** Activity **
Read through the entries below and copy each line where "lane" turns up.

[Collected data]
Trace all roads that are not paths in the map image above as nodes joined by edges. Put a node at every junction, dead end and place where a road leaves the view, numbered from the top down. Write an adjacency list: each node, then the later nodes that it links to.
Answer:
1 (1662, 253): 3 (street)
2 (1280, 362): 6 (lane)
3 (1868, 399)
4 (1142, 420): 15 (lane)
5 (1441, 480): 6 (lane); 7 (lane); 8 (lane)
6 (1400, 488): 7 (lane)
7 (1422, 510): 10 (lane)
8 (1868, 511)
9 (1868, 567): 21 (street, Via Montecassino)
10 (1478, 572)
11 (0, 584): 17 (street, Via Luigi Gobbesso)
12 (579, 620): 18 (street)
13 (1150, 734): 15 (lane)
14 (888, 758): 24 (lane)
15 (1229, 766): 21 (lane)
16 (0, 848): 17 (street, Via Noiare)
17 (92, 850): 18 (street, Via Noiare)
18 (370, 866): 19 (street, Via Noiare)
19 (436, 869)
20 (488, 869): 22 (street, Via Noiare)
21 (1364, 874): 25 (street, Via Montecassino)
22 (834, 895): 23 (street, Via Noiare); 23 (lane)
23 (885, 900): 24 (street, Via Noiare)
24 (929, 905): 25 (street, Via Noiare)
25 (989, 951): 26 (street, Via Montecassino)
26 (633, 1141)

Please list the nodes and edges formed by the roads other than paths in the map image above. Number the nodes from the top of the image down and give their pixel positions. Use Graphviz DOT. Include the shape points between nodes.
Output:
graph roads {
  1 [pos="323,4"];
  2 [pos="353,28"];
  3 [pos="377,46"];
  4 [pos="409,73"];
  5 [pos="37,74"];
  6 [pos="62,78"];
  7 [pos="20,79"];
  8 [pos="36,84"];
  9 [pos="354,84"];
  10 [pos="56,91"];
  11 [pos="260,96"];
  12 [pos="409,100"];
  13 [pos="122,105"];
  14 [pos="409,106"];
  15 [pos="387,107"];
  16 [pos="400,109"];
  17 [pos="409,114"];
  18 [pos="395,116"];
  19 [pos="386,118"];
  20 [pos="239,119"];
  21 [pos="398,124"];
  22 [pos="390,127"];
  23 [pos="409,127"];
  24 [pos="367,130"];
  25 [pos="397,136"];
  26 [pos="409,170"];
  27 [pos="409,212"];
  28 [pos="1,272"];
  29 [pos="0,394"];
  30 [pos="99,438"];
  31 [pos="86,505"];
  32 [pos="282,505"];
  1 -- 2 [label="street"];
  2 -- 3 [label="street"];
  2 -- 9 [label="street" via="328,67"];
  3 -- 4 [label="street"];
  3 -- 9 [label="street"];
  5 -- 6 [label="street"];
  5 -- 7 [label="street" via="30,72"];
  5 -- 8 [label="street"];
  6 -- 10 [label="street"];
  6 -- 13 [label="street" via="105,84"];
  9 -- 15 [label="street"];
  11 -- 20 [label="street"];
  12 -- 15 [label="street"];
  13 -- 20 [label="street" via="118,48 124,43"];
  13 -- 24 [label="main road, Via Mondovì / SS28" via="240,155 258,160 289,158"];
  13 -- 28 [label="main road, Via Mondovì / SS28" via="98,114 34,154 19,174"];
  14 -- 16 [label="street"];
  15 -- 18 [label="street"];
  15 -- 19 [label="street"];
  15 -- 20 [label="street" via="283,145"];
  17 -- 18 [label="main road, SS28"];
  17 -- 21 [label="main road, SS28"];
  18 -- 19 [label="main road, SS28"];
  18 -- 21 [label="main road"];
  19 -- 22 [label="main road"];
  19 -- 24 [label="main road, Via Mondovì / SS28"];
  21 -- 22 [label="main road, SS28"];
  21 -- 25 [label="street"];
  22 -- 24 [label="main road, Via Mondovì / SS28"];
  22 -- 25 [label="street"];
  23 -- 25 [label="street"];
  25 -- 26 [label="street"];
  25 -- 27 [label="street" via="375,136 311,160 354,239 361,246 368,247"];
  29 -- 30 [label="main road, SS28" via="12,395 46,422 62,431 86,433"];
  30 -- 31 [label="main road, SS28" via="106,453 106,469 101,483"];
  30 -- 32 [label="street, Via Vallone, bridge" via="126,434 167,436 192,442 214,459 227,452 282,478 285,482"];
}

** Task answer **
2 (1280, 362): 6 (lane)
4 (1142, 420): 15 (lane)
5 (1441, 480): 6 (lane); 7 (lane); 8 (lane)
6 (1400, 488): 7 (lane)
7 (1422, 510): 10 (lane)
13 (1150, 734): 15 (lane)
14 (888, 758): 24 (lane)
15 (1229, 766): 21 (lane)
22 (834, 895): 23 (street, Via Noiare); 23 (lane)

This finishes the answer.